Paris, le 20 novembre 2022 – Dans une tribune publiée aujourd’hui sur le site du Monde.fr – à l’occasion de la journée internationale des droits de l’enfant – Dubravka Šuica, vice-présidente de la Commission européenne pour la démocratie et la démographie, Thierry Breton, commissaire européen au marché intérieur et Catherine Russell, Directrice exécutive de l’UNICEF, soulignent l’importance de développer des stratégies concrètes pour la protection de l’enfance en ligne, l’autonomisation numérique et l’inclusion numérique afin d’offrir un espace numérique sûr, sécurisé et fiable pour chaque enfant.

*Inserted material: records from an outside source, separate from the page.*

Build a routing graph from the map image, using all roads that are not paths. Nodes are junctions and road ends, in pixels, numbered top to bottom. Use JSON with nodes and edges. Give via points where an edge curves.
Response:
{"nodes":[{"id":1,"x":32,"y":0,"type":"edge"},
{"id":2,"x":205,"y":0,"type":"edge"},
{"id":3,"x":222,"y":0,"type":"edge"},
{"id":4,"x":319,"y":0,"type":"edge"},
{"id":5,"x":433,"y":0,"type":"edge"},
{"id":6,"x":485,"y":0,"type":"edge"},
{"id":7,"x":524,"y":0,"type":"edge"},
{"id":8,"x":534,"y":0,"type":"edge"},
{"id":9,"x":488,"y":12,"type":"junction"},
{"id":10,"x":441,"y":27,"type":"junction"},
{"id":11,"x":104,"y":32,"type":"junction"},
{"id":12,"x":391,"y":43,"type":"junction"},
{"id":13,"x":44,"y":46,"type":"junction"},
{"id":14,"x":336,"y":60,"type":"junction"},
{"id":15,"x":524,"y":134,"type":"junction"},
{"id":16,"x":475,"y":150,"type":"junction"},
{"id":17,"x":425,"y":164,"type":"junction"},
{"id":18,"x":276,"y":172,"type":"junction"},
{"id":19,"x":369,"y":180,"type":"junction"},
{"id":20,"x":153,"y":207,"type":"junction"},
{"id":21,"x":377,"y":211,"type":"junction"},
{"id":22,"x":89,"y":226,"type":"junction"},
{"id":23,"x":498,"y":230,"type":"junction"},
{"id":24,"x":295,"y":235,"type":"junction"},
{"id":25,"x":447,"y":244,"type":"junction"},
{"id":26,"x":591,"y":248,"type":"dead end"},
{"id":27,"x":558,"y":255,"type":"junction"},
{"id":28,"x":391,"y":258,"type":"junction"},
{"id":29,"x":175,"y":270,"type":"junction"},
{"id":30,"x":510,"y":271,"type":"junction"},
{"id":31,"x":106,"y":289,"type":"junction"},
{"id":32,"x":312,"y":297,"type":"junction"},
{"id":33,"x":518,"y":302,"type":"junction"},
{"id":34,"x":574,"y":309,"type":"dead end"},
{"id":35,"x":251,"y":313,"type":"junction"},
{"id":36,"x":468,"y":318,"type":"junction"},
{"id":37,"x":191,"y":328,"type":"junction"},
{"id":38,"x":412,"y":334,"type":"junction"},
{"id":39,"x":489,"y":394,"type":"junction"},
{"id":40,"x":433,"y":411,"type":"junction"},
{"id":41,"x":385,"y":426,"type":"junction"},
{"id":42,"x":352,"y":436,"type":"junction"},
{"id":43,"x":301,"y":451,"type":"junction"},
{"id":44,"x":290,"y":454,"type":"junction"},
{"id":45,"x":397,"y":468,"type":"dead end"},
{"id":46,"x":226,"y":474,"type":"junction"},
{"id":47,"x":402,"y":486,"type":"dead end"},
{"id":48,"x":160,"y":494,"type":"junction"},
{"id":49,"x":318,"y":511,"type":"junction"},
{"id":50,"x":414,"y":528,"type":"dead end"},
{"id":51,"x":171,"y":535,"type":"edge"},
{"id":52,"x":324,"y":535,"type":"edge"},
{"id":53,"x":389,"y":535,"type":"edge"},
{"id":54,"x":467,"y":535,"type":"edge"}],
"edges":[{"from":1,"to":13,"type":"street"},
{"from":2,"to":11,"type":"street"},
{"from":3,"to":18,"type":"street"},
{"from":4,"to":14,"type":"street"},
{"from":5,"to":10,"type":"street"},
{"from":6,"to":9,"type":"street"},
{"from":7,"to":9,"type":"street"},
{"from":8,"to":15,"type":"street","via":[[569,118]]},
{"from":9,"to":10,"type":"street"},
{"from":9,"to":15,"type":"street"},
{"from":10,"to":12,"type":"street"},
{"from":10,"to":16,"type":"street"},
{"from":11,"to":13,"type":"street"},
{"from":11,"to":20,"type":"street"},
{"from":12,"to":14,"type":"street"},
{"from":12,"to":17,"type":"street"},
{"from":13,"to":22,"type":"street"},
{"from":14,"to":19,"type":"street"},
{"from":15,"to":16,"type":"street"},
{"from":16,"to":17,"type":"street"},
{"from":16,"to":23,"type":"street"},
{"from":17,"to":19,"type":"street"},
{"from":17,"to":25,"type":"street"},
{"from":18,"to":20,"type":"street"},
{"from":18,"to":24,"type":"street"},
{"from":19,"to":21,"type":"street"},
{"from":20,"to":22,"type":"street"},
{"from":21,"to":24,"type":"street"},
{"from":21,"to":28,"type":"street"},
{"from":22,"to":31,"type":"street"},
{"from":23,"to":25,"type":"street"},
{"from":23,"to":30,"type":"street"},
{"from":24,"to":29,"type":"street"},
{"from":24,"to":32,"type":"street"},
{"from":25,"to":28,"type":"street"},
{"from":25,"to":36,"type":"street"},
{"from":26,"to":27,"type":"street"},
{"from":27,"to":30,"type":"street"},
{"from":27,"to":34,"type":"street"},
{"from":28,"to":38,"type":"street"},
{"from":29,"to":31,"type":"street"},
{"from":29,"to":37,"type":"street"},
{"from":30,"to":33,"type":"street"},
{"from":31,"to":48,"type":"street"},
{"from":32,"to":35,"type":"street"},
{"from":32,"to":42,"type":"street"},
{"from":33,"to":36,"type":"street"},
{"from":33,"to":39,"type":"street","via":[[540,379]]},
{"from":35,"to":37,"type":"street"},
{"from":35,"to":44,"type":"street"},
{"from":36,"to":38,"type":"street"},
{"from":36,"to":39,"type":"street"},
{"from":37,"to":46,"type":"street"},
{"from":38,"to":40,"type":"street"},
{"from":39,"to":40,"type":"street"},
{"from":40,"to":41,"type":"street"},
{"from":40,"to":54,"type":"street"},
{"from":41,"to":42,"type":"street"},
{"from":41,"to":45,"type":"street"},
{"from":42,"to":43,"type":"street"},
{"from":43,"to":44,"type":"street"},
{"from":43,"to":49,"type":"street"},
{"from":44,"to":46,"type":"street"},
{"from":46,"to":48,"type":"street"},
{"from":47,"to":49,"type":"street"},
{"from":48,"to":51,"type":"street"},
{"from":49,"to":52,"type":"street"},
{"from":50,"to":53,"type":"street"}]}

Il y a trente-trois ans aujourd’hui, les dirigeants de la planète se réunissaient pour adopter la Convention des Nations unies relative aux droits de l’enfant – reconnaissant ainsi à l’échelon mondial que les droits de l’enfant sont des droits humains et qu’ils méritent la même protection.
Les dirigeants visionnaires qui ont rédigé la Convention en 1989 ne pouvaient pas s’imaginer à quel point l’enfance allait être transformée par la technologie numérique et l’internet. Ils ont néanmoins établi un socle qui peut nous aider à nous orienter dans un monde de plus en plus numérique.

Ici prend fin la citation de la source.